## [Problem description]
Skipping each picture, output the entries exactly as they stand below.

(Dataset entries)
______
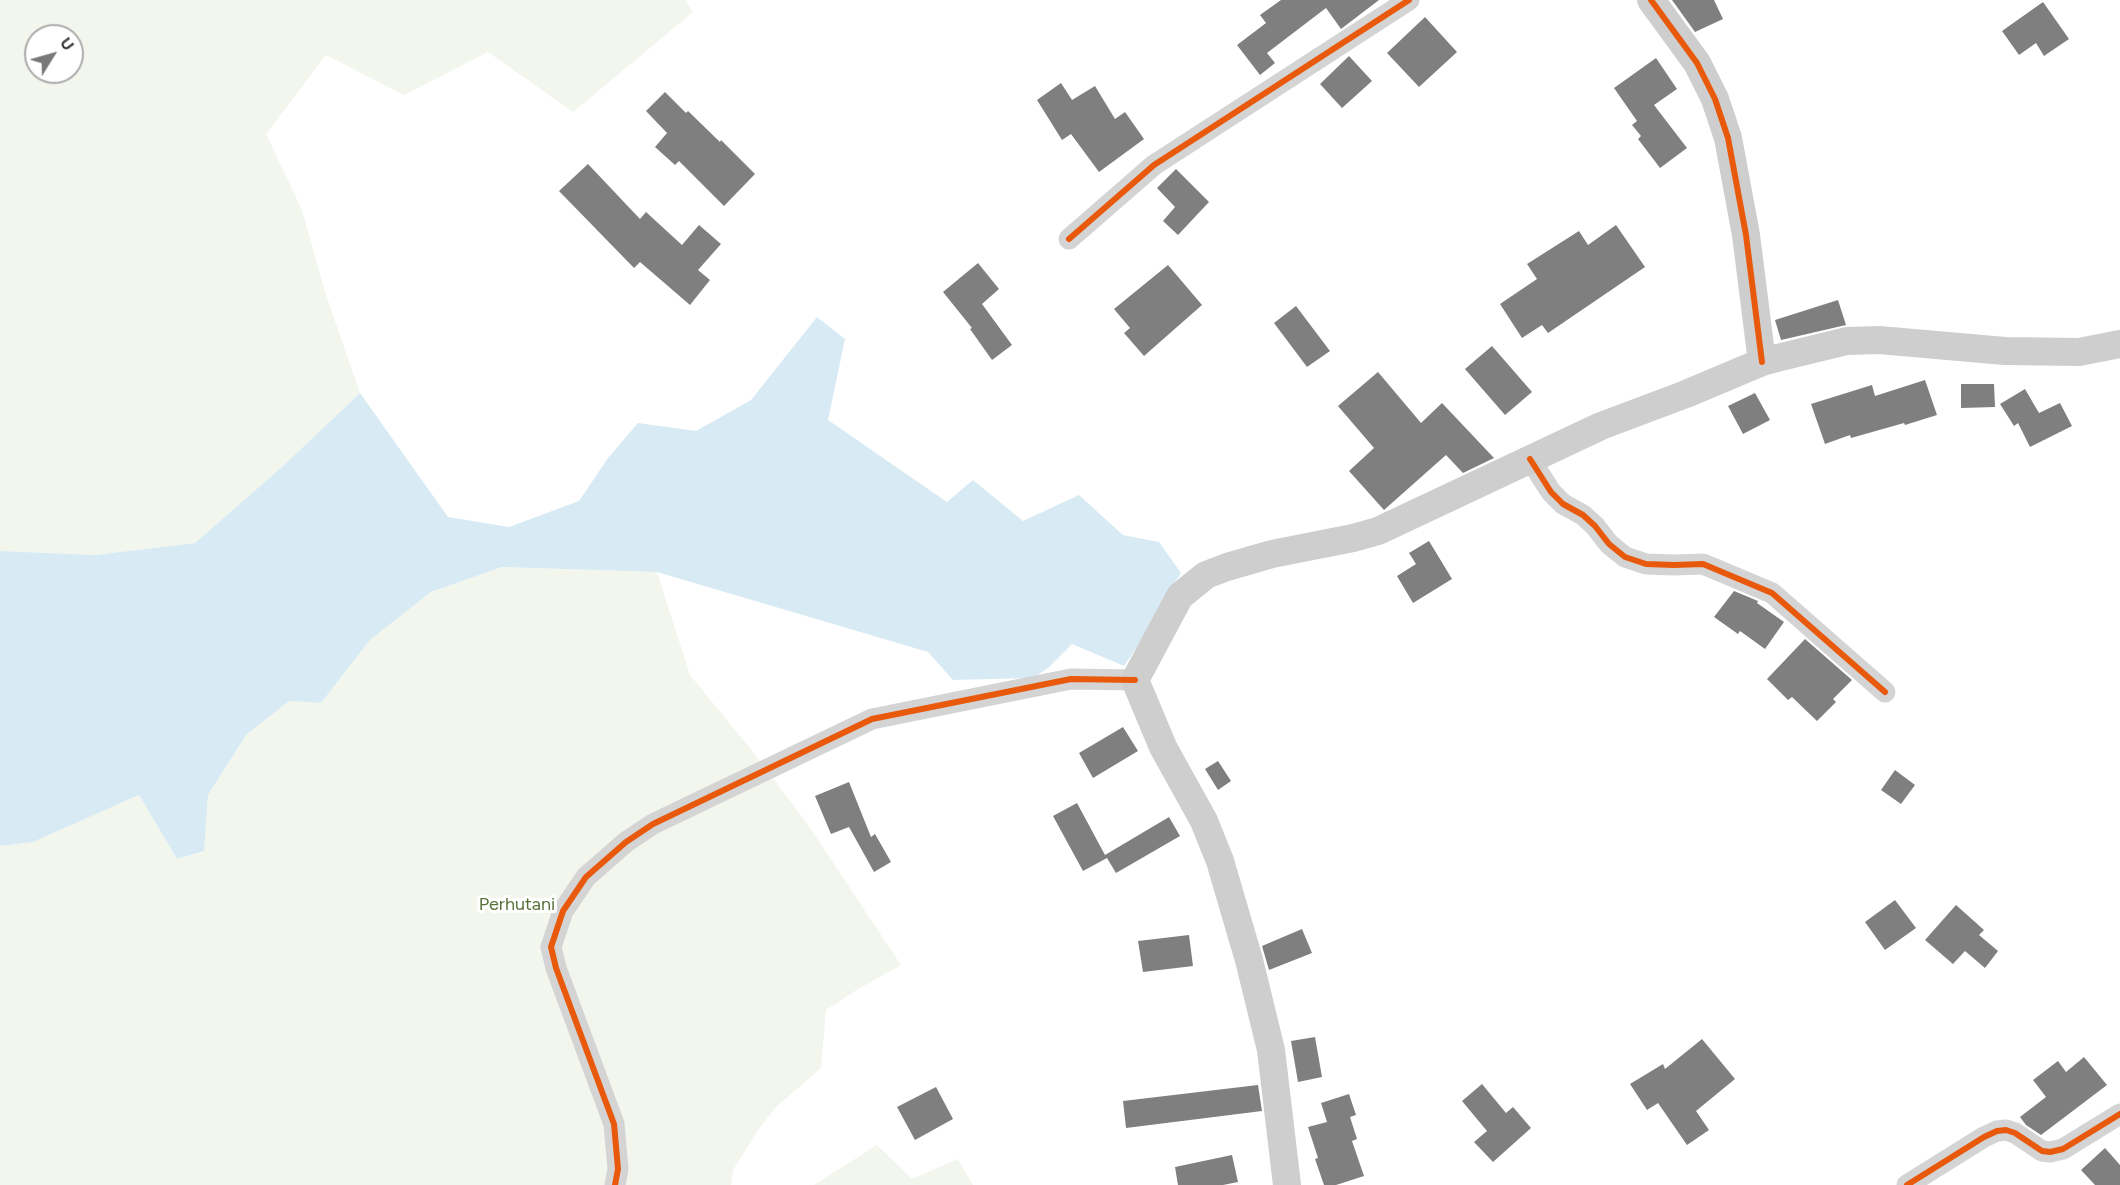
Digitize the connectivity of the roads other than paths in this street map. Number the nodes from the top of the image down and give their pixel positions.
1 (1409, 0) edge
2 (1651, 0) edge
3 (1069, 239) dead end
4 (2120, 344) edge
5 (1762, 362) junction
6 (1530, 459) junction
7 (1135, 680) junction
8 (1885, 692) dead end
9 (2120, 1114) edge
10 (615, 1185) edge
11 (1287, 1185) edge
12 (1907, 1185) edge

1 - 3 street
2 - 5 main road
4 - 5 main road
5 - 6 main road
6 - 7 main road
6 - 8 street
7 - 10 street
7 - 11 main road
9 - 12 street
______
## [Answer below]
Digitize the connectivity of the roads other than paths in this street map. Number the nodes from the top of the image down and give their pixel positions.
1 (1409, 0) edge
2 (1651, 0) edge
3 (1069, 239) dead end
4 (2120, 344) edge
5 (1762, 362) junction
6 (1530, 459) junction
7 (1135, 680) junction
8 (1885, 692) dead end
9 (2120, 1114) edge
10 (615, 1185) edge
11 (1287, 1185) edge
12 (1907, 1185) edge

1 - 3 street
2 - 5 main road
4 - 5 main road
5 - 6 main road
6 - 7 main road
6 - 8 street
7 - 10 street
7 - 11 main road
9 - 12 street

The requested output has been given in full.